Das besagte Stück heißt „The Clap“ und ist versteckt in einem „bunten Reigen schöner Melodien“, wie der Produzent K-Paul das Album „Trash Like Us“ beschreibt. Dieser von Das Bo beschworene „Teamgeist“ ist in der langen gemeinsamen und doch getrennten Geschichte von Rap und Techno ein Stück Neuland: Ein Rapper nimmt einen Track mit Techno-Produzenten auf, das Stück wird sogar in den Clubs gespielt.

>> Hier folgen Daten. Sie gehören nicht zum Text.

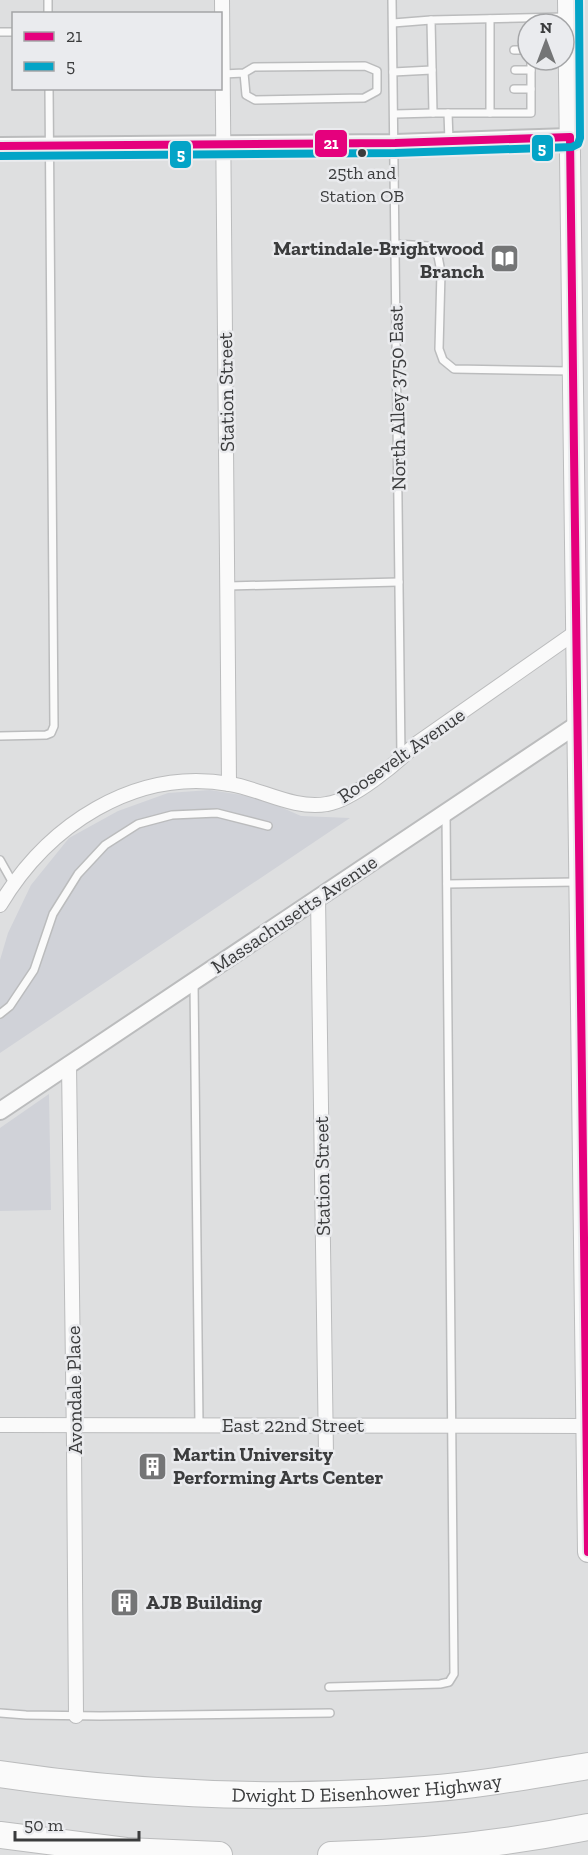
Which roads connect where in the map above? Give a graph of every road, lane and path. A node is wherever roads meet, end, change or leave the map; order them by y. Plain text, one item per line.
1 (392, 0) edge
2 (568, 9) edge
3 (490, 18) junction
4 (431, 20) junction
5 (516, 20) edge
6 (393, 23) junction
7 (222, 56) edge
8 (432, 70) junction
9 (393, 72) junction
10 (531, 72) edge
11 (244, 73) junction
12 (223, 74) junction
13 (514, 89) dead end
14 (531, 89) junction
15 (49, 90) edge
16 (433, 113) junction
17 (448, 113) junction
18 (490, 113) junction
19 (394, 114) junction
20 (570, 137) junction
21 (449, 141) junction
22 (394, 143) junction
23 (224, 144) junction
24 (0, 146) edge
25 (50, 146) junction
26 (396, 244) junction
27 (573, 371) junction
28 (399, 582) junction
29 (228, 586) junction
30 (576, 632) junction
31 (583, 721) edge
32 (0, 736) edge
33 (401, 759) junction
34 (230, 784) junction
35 (446, 812) junction
36 (268, 826) dead end
37 (0, 860) edge
38 (579, 882) junction
39 (13, 883) junction
40 (447, 884) junction
41 (318, 897) junction
42 (0, 905) edge
43 (194, 980) junction
44 (0, 1014) edge
45 (69, 1064) junction
46 (0, 1111) edge
47 (586, 1241) edge
48 (0, 1425) edge
49 (74, 1425) junction
50 (199, 1425) junction
51 (326, 1425) junction
52 (452, 1425) junction
53 (585, 1426) junction
54 (326, 1455) dead end
55 (588, 1552) edge
56 (329, 1687) dead end
57 (0, 1713) edge
58 (330, 1713) dead end
59 (76, 1716) junction
60 (588, 1766) edge
61 (0, 1774) edge
62 (588, 1827) edge
63 (0, 1835) edge
64 (219, 1855) edge
65 (331, 1855) edge

1 - 6 lane, North Alley 3750 East
2 - 20 main road
3 - 4 lane
3 - 5 lane
3 - 18 lane
4 - 6 lane
4 - 8 lane
6 - 9 lane, North Alley 3750 East
7 - 12 street, Station Street
8 - 9 lane
8 - 16 lane
9 - 19 lane, North Alley 3750 East
10 - 14 lane
11 - 11 lane
11 - 12 lane
12 - 23 street, Station Street
13 - 14 lane
14 - 18 lane
15 - 25 lane
16 - 17 lane
16 - 19 lane
17 - 18 lane
17 - 21 lane
19 - 22 lane, North Alley 3750 East
20 - 21 street
20 - 27 main road
21 - 22 street
22 - 23 street
22 - 26 lane, North Alley 3750 East
23 - 25 street
23 - 29 street, Station Street
24 - 25 street
25 - 32 lane
26 - 27 lane
26 - 28 lane, North Alley 3750 East
27 - 30 main road
28 - 29 lane
28 - 33 lane, North Alley 3750 East
29 - 34 street, Station Street
30 - 31 main road
30 - 33 street, Roosevelt Avenue
31 - 35 street, Massachusetts Avenue
31 - 38 main road
33 - 34 street, Roosevelt Avenue
34 - 39 street, Roosevelt Avenue
35 - 40 lane
35 - 41 street, Massachusetts Avenue
36 - 44 lane
37 - 39 lane
38 - 40 lane
38 - 47 main road
39 - 42 street, Roosevelt Avenue
40 - 52 lane
41 - 43 street, Massachusetts Avenue
41 - 51 street, Station Street
43 - 45 street, Massachusetts Avenue
43 - 50 lane
45 - 46 street, Massachusetts Avenue
45 - 49 street, Avondale Place
47 - 53 main road
48 - 49 street, East 22nd Street
49 - 50 street, East 22nd Street
49 - 59 street, Avondale Place
50 - 51 street, East 22nd Street
51 - 52 street, East 22nd Street
51 - 54 street, Station Street
52 - 53 street, East 22nd Street
52 - 56 lane
53 - 55 main road
57 - 59 lane
58 - 59 lane
60 - 61 highway, Dwight D Eisenhower Highway
62 - 65 highway
63 - 64 highway

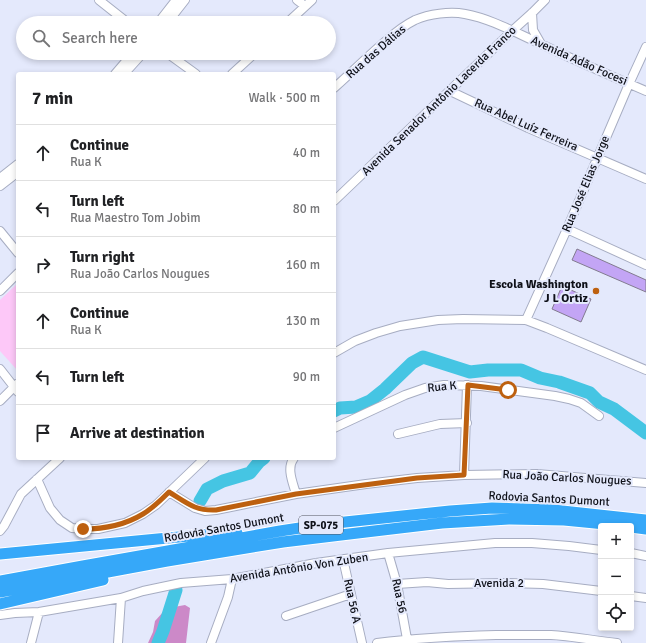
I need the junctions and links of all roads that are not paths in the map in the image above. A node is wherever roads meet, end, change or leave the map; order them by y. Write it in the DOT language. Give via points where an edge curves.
graph roads {
  1 [pos="98,0"];
  2 [pos="176,0"];
  3 [pos="185,0"];
  4 [pos="297,0"];
  5 [pos="312,0"];
  6 [pos="544,0"];
  7 [pos="305,6"];
  8 [pos="532,13"];
  9 [pos="119,16"];
  10 [pos="163,16"];
  11 [pos="172,16"];
  12 [pos="294,16"];
  13 [pos="512,31"];
  14 [pos="541,44"];
  15 [pos="646,47"];
  16 [pos="127,60"];
  17 [pos="137,60"];
  18 [pos="177,60"];
  19 [pos="247,60"];
  20 [pos="117,72"];
  21 [pos="126,72"];
  22 [pos="193,72"];
  23 [pos="234,72"];
  24 [pos="629,84"];
  25 [pos="336,86"];
  26 [pos="450,90"];
  27 [pos="646,91"];
  28 [pos="598,158"];
  29 [pos="16,166"];
  30 [pos="16,174"];
  31 [pos="0,178"];
  32 [pos="646,179"];
  33 [pos="0,186"];
  34 [pos="336,197"];
  35 [pos="567,229"];
  36 [pos="0,230"];
  37 [pos="16,250"];
  38 [pos="646,266"];
  39 [pos="16,275"];
  40 [pos="0,291"];
  41 [pos="526,320"];
  42 [pos="336,352"];
  43 [pos="0,369"];
  44 [pos="646,370"];
  45 [pos="468,385"];
  46 [pos="16,386"];
  47 [pos="16,388"];
  48 [pos="0,400"];
  49 [pos="600,416"];
  50 [pos="467,423"];
  51 [pos="336,427"];
  52 [pos="398,434"];
  53 [pos="58,460"];
  54 [pos="203,460"];
  55 [pos="293,460"];
  56 [pos="464,475"];
  57 [pos="37,479"];
  58 [pos="646,483"];
  59 [pos="169,492"];
  60 [pos="296,494"];
  61 [pos="646,520"];
  62 [pos="598,523"];
  63 [pos="634,527"];
  64 [pos="646,529"];
  65 [pos="0,531"];
  66 [pos="280,531"];
  67 [pos="598,550"];
  68 [pos="388,553"];
  69 [pos="0,554"];
  70 [pos="634,554"];
  71 [pos="646,556"];
  72 [pos="343,559"];
  73 [pos="167,561"];
  74 [pos="232,580"];
  75 [pos="0,582"];
  76 [pos="397,584"];
  77 [pos="598,591"];
  78 [pos="0,592"];
  79 [pos="351,594"];
  80 [pos="634,596"];
  81 [pos="121,598"];
  82 [pos="646,598"];
  83 [pos="0,604"];
  84 [pos="39,612"];
  85 [pos="0,615"];
  86 [pos="286,616"];
  87 [pos="407,639"];
  88 [pos="550,639"];
  89 [pos="595,642"];
  90 [pos="32,643"];
  91 [pos="118,643"];
  92 [pos="211,643"];
  93 [pos="362,643"];
  94 [pos="377,643"];
  95 [pos="617,643"];
  1 -- 9 [label="street"];
  2 -- 10 [label="street"];
  3 -- 11 [label="street"];
  4 -- 7 [label="street"];
  5 -- 7 [label="street"];
  6 -- 8 [label="street, Avenida Senador Antônio Lacerda Franco"];
  7 -- 12 [label="street"];
  8 -- 13 [label="street, Avenida Senador Antônio Lacerda Franco"];
  8 -- 14 [label="street" via="533,30"];
  13 -- 14 [label="street, Avenida Adão Focesi"];
  13 -- 25 [label="street, Rua das Dálias" via="465,14 452,13 414,20 398,30"];
  13 -- 26 [label="street, Avenida Senador Antônio Lacerda Franco"];
  14 -- 24 [label="street, Avenida Adão Focesi"];
  15 -- 24 [label="street, Rua José Elias Jorge"];
  16 -- 20 [label="street"];
  17 -- 21 [label="street"];
  18 -- 22 [label="street"];
  19 -- 23 [label="street"];
  24 -- 27 [label="street, Avenida Adão Focesi"];
  24 -- 28 [label="street, Rua José Elias Jorge"];
  26 -- 28 [label="street, Rua Abel Luíz Ferreira"];
  26 -- 34 [label="street, Avenida Senador Antônio Lacerda Franco"];
  28 -- 32 [label="street, Rua Abel Luíz Ferreira"];
  28 -- 35 [label="street, Rua José Elias Jorge"];
  29 -- 31 [label="street"];
  30 -- 33 [label="street"];
  35 -- 38 [label="street"];
  35 -- 41 [label="street, Rua José Elias Jorge"];
  36 -- 37 [label="street"];
  39 -- 40 [label="street"];
  41 -- 42 [label="street" via="438,320 400,326 376,333"];
  41 -- 44 [label="street"];
  43 -- 46 [label="street"];
  45 -- 49 [label="street, Rua K" via="569,399 581,403"];
  45 -- 50 [label="street"];
  45 -- 51 [label="street, Rua K" via="425,388"];
  47 -- 48 [label="street"];
  50 -- 52 [label="street" via="440,424"];
  50 -- 56 [label="street"];
  53 -- 57 [label="street"];
  54 -- 59 [label="street"];
  55 -- 60 [label="street" via="290,471"];
  56 -- 58 [label="street, Rua João Carlos Nougues" via="537,474"];
  56 -- 60 [label="street, Rua João Carlos Nougues" via="410,479"];
  57 -- 59 [label="street" via="50,508 60,520 72,528 98,529 125,523 156,505"];
  57 -- 65 [label="street" via="21,494"];
  59 -- 60 [label="street" via="195,508 205,511"];
  61 -- 66 [label="highway, Rodovia Santos Dumont / SP-075" via="553,510 492,508"];
  62 -- 73 [label="highway, Rodovia Santos Dumont / SP-075" via="510,519 442,523 283,542"];
  63 -- 64 [label="highway"];
  66 -- 69 [label="highway" via="210,534"];
  66 -- 75 [label="highway, Rodovia Santos Dumont / SP-075"];
  67 -- 68 [label="street, Avenida Antônio Von Zuben" via="532,543 495,543"];
  68 -- 72 [label="street, Avenida Antônio Von Zuben"];
  68 -- 76 [label="street, Rua 56"];
  70 -- 71 [label="street"];
  72 -- 74 [label="street, Avenida Antônio Von Zuben"];
  72 -- 79 [label="street, Rua 56 A"];
  73 -- 78 [label="highway, Rodovia Santos Dumont / SP-075"];
  73 -- 83 [label="highway" via="118,577"];
  74 -- 81 [label="street, Avenida Antônio Von Zuben" via="181,583"];
  74 -- 92 [label="street"];
  76 -- 77 [label="street, Avenida 2" via="514,583"];
  76 -- 87 [label="street, Rua 56"];
  79 -- 86 [label="street"];
  79 -- 93 [label="street, Rua 56 A"];
  80 -- 82 [label="street"];
  81 -- 84 [label="street, Avenida Antônio Von Zuben"];
  81 -- 91 [label="street"];
  84 -- 85 [label="street, Avenida Antônio Von Zuben"];
  84 -- 90 [label="street"];
  87 -- 88 [label="street" via="464,636"];
  87 -- 94 [label="street"];
  88 -- 89 [label="street" via="570,637"];
  89 -- 95 [label="street"];
}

Der dem Rap typische Sprechgesang umrankt hierbei die geraden Beats des elektronischen Viervierteltakts und macht eine ebenso gute Figur wie im gebrochenen oder verschleppten Hiphop-Rhythmus. „Mit einem Rapper ein Stück zu produzieren, war eine der interessantesten musikalischen Erfahrungen, die ich bisher gemacht habe“, sagt K-Paul, der schon seit den frühen 90er Jahren Musik macht.
Rapper, so meint K-Paul, gehen noch viel minimaler an die Komposition eines Stückes heran, als das Techno-Produzenten üblicherweise tun. Und das, obwohl der Minimalismus in der Klangstruktur das modernste Stilelement der elektronischen Club-Musik ist.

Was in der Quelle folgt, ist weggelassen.